_TASK ITEM_
Drop every picture. Return the rest of the entries exactly.

Records from a collection
···

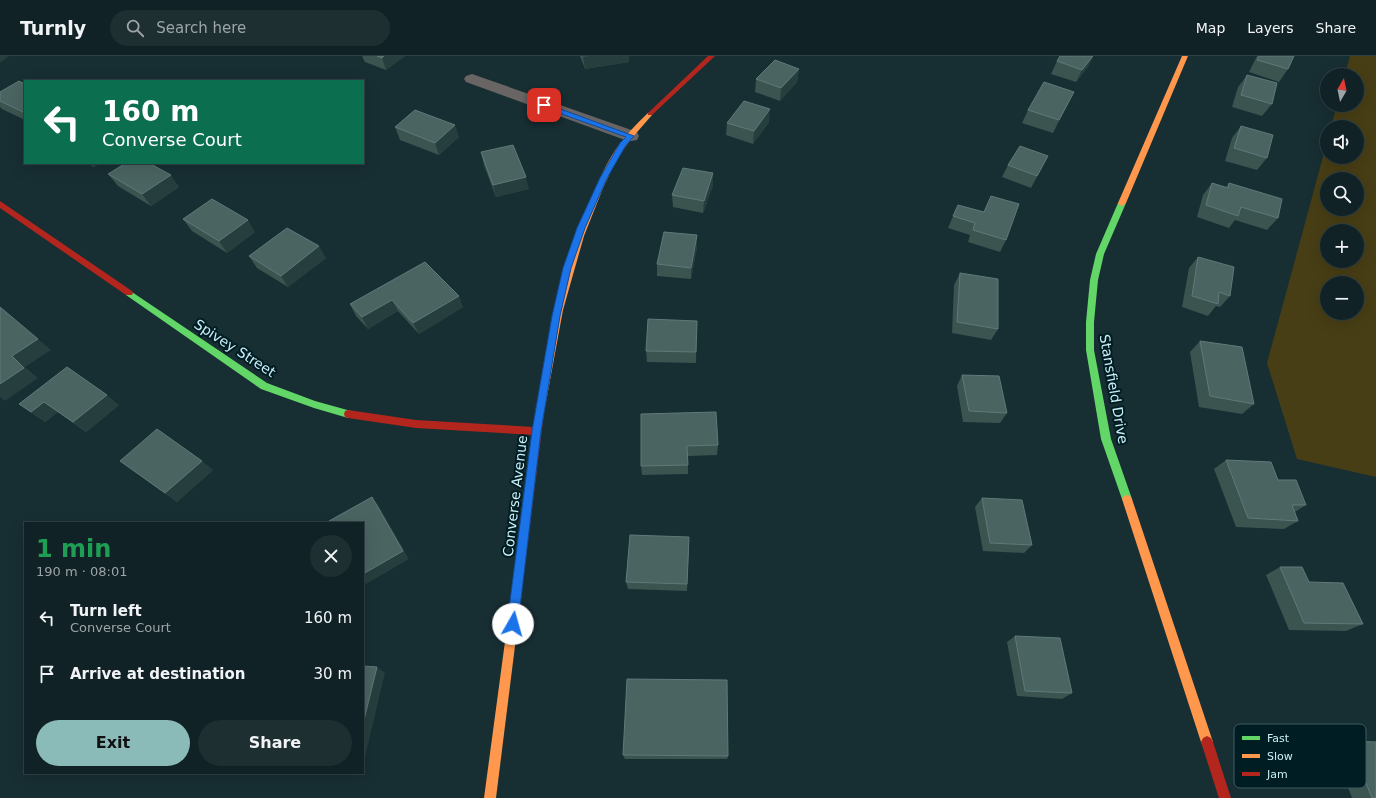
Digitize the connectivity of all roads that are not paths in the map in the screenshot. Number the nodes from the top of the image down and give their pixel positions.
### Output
1 (712, 56) edge
2 (1185, 56) edge
3 (472, 79) dead end
4 (630, 136) junction
5 (0, 204) edge
6 (537, 431) junction
7 (490, 798) edge
8 (1225, 798) edge

1 - 4 street, Converse Avenue
2 - 8 street, Stansfield Drive
3 - 4 street
4 - 6 street, Converse Avenue
5 - 6 street, Spivey Street
6 - 7 street, Converse Avenue

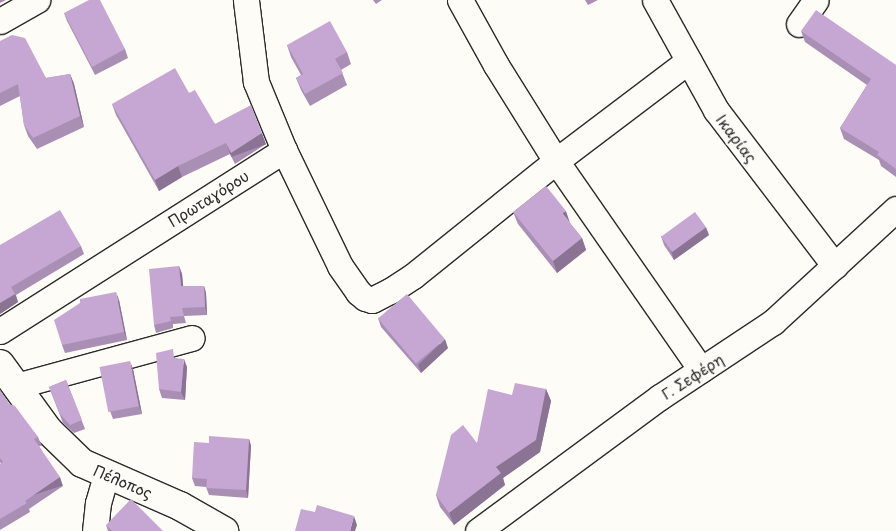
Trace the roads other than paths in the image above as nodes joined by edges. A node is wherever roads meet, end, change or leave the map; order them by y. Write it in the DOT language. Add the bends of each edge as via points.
graph roads {
  1 [pos="37,0"];
  2 [pos="246,0"];
  3 [pos="460,0"];
  4 [pos="655,0"];
  5 [pos="816,0"];
  6 [pos="0,21"];
  7 [pos="799,24"];
  8 [pos="688,61"];
  9 [pos="284,150"];
  10 [pos="556,161"];
  11 [pos="896,209"];
  12 [pos="835,266"];
  13 [pos="0,330"];
  14 [pos="192,338"];
  15 [pos="0,364"];
  16 [pos="701,370"];
  17 [pos="16,386"];
  18 [pos="106,476"];
  19 [pos="95,531"];
  20 [pos="224,531"];
  21 [pos="478,531"];
  1 -- 6 [label="street"];
  2 -- 9 [label="street" via="256,82"];
  3 -- 10 [label="street"];
  4 -- 8 [label="street, Ικαρίας"];
  5 -- 7 [label="street"];
  8 -- 10 [label="street"];
  8 -- 12 [label="street, Ικαρίας" via="716,110"];
  9 -- 10 [label="street" via="340,266 358,292 370,300 413,276"];
  9 -- 13 [label="street, Πρωταγόρου"];
  10 -- 16 [label="street"];
  11 -- 12 [label="street, Γ. Σεφέρη"];
  12 -- 16 [label="street, Γ. Σεφέρη" via="774,322"];
  14 -- 17 [label="street"];
  15 -- 17 [label="street, Πέλοπος"];
  16 -- 21 [label="street, Γ. Σεφέρη" via="623,423"];
  17 -- 18 [label="street, Πέλοπος" via="68,452"];
  18 -- 19 [label="street" via="98,503"];
  18 -- 20 [label="street, Πέλοπος" via="180,506"];
}
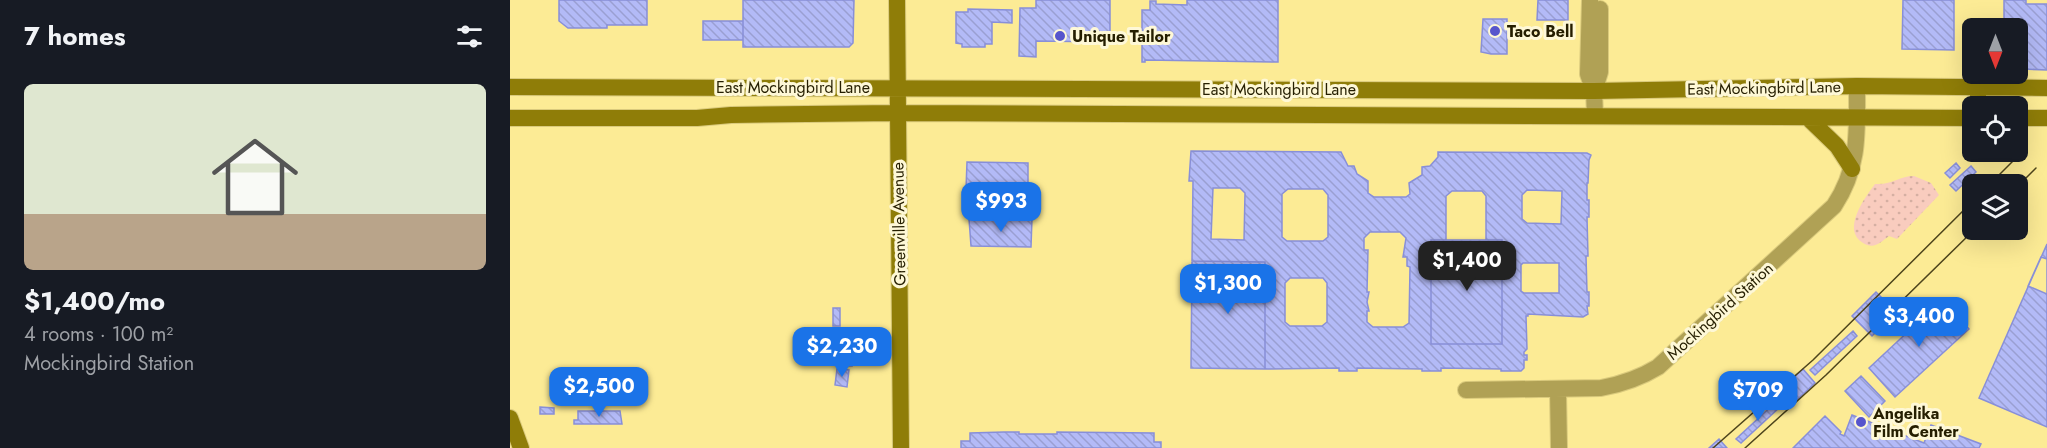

···

_ANSWER SECTION_
Digitize the connectivity of all roads that are not paths in the map in the screenshot. Number the nodes from the top of the image down and give their pixel positions.
### Output
1 (712, 56) edge
2 (1185, 56) edge
3 (472, 79) dead end
4 (630, 136) junction
5 (0, 204) edge
6 (537, 431) junction
7 (490, 798) edge
8 (1225, 798) edge

1 - 4 street, Converse Avenue
2 - 8 street, Stansfield Drive
3 - 4 street
4 - 6 street, Converse Avenue
5 - 6 street, Spivey Street
6 - 7 street, Converse Avenue

Trace the roads other than paths in the image above as nodes joined by edges. A node is wherever roads meet, end, change or leave the map; order them by y. Write it in the DOT language. Add the bends of each edge as via points.
graph roads {
  1 [pos="37,0"];
  2 [pos="246,0"];
  3 [pos="460,0"];
  4 [pos="655,0"];
  5 [pos="816,0"];
  6 [pos="0,21"];
  7 [pos="799,24"];
  8 [pos="688,61"];
  9 [pos="284,150"];
  10 [pos="556,161"];
  11 [pos="896,209"];
  12 [pos="835,266"];
  13 [pos="0,330"];
  14 [pos="192,338"];
  15 [pos="0,364"];
  16 [pos="701,370"];
  17 [pos="16,386"];
  18 [pos="106,476"];
  19 [pos="95,531"];
  20 [pos="224,531"];
  21 [pos="478,531"];
  1 -- 6 [label="street"];
  2 -- 9 [label="street" via="256,82"];
  3 -- 10 [label="street"];
  4 -- 8 [label="street, Ικαρίας"];
  5 -- 7 [label="street"];
  8 -- 10 [label="street"];
  8 -- 12 [label="street, Ικαρίας" via="716,110"];
  9 -- 10 [label="street" via="340,266 358,292 370,300 413,276"];
  9 -- 13 [label="street, Πρωταγόρου"];
  10 -- 16 [label="street"];
  11 -- 12 [label="street, Γ. Σεφέρη"];
  12 -- 16 [label="street, Γ. Σεφέρη" via="774,322"];
  14 -- 17 [label="street"];
  15 -- 17 [label="street, Πέλοπος"];
  16 -- 21 [label="street, Γ. Σεφέρη" via="623,423"];
  17 -- 18 [label="street, Πέλοπος" via="68,452"];
  18 -- 19 [label="street" via="98,503"];
  18 -- 20 [label="street, Πέλοπος" via="180,506"];
}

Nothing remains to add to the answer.